Многие, аплодируя, встали. Со всех сторон обращались к Анне оживлённые лица.
Она стояла за трибуной, укладывая в папку свои бумаги. Лёгкая испарина проступила на её висках. После усилия, которое она сделала над собой, чтобы собраться с мыслями, чтобы овладеть общим вниманием, после пережитого нервного подъёма она с трудом держалась на ногах. Она передала людям то, чем горела сама, зажгла их и теперь испытывала усталость и какое-то грустное облегчение. Сердечная боль, угнетавшая её непрерывно эти дни, отпустила её.
«Оживать начинаю, — думала она, вспоминая рассказ Ковбы о ястребе. — Может, и упал потом, может, и погиб, а вот справился всё-таки и полетел».
И в это время ещё один листок бумаги, свёрнутый угольником, прошёл через зал из рук в руки, переполохнул рампу и лёг на трибуну.

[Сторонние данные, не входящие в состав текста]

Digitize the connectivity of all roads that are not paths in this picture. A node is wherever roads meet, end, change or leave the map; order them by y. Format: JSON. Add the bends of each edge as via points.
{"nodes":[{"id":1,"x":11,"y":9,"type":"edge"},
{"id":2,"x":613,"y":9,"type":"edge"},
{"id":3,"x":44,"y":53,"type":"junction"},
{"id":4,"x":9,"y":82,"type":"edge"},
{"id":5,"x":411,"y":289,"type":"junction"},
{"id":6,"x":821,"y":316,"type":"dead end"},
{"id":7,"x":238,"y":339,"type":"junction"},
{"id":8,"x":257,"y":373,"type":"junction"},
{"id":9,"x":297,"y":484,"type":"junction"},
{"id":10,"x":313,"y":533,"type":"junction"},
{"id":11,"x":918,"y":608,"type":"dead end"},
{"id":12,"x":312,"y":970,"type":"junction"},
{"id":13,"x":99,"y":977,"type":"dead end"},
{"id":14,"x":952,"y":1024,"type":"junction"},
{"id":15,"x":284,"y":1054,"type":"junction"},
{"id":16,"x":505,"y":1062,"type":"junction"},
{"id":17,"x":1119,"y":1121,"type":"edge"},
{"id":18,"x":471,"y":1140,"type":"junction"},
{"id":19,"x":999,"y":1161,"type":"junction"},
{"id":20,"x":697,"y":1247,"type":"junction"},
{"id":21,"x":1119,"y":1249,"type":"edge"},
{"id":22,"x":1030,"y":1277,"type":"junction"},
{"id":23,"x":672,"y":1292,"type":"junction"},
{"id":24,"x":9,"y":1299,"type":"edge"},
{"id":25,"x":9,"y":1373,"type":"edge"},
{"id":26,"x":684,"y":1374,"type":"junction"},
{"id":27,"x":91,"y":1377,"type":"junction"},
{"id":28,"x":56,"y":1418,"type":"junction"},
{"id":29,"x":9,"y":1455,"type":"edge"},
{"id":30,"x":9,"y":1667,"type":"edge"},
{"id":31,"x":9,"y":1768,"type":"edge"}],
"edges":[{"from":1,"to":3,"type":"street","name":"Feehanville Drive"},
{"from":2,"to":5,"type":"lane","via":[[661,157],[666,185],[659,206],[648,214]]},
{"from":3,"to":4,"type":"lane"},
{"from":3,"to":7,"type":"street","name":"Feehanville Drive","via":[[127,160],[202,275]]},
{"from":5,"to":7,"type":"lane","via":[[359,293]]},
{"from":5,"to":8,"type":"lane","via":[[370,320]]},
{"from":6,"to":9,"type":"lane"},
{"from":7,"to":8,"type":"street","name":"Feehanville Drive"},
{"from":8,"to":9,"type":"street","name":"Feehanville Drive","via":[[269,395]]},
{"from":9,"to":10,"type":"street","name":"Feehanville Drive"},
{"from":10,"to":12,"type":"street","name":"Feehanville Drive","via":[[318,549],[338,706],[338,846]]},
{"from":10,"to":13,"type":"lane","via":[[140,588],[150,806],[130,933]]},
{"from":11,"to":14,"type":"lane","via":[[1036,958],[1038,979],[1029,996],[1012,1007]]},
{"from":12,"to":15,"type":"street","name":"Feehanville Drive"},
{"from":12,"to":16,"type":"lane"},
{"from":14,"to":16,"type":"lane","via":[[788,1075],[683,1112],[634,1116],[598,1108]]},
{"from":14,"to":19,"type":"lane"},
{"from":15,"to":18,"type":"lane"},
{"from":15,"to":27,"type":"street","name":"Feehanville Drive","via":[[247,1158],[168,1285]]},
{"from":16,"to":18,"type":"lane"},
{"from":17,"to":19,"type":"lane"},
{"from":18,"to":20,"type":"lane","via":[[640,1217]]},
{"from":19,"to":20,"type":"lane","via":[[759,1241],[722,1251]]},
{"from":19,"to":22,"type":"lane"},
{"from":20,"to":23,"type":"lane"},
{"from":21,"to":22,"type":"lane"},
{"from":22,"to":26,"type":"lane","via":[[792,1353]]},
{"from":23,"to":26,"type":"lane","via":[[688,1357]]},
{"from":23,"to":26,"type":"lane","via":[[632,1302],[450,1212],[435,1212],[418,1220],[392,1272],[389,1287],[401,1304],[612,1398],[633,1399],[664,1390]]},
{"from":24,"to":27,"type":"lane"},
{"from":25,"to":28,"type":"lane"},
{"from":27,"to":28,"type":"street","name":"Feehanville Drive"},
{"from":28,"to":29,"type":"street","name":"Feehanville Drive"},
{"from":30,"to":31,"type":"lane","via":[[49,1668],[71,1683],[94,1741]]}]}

Анна, уже с папкой подмышкой, рассеянно взяла его и, на ходу развёртывая, направилась за кулисы...
«Да, это здорово получается, — подумал Андрей, припоминая сказанное Анной. — Впервые за последнее полугодие перевыполнена месячная программа, и, конечно, они наверстают теперь всё упущенное. Как сразу сказалась отработка рудника широкими камерами!»
Общее приподнятое настроение захватило и его. Но почему Анна уклонилась от вопроса о разведке? Конечно, это не годовой отчёт, но кое-что она могла сказать и о разведчиках. Мысль, что Анне просто тяжело упомянуть о нём, пришла было Андрею, но ему казалось, что Анна вся погружена в дела производства и, пожалуй, больше заинтересована ими, чем своими собственными. Разве можно было предположить, когда она делала доклад, что лишь несколько дней назад она сказала самому близкому человеку: «Нам надо расстаться»?
«Неужели ей так легко расстаться со мной? Не плакала! — подумал ещё Андрей, и всё лучшее, что он пережил с нею, предстало перед ним. — Неужели она не сожалеет об этом?»
Он поднялся и начал шарить по карманам, ему захотелось курить. Все уже вышли, торопясь использовать перерыв, и Андрей, поколебавшись, направился не в переполненное фойе, а за сцену.
— Полно, Анна Сергеевна, не надо так расстраиваться. Зачем убивать себя? — услышал он совсем рядом, за кулисами, голос Ветлугина и невольно притаился в тени.
Сквозь разодранную декорацию он увидел сидевших на скамье Ветлугина и Анну.
Анна сидела, закрыв глаза, откинувшись головой на картонную стену; руки её лежавшие на коленях вверх ладонями, выражали беспомощную растерянность.
— Стоит ли обращать внимание на глупую, злую записку? — продолжал Ветлугин. — Валентина Ивановна — не авантюристка, не тёмная личность. И все это знают..
— Вы особенно, — тихо вставила Анна, и выражение слабой, тонкой и ласковой иронии оживило её черты. — Меня не то поразило, что там написал мне какой-то дуралей, и не со зла написал, а по доброму расположению. Поразило меня то, что все уже знают о нашем разрыве. Значит, это действительно совершилось. Мне сочувствуют...
Анна выпрямилась, провела рукой по волосам, влажный блик света заблестел на её гладком зачёсе, и Андрей увидел, что голова у неё мокрая и воротник блузки тоже.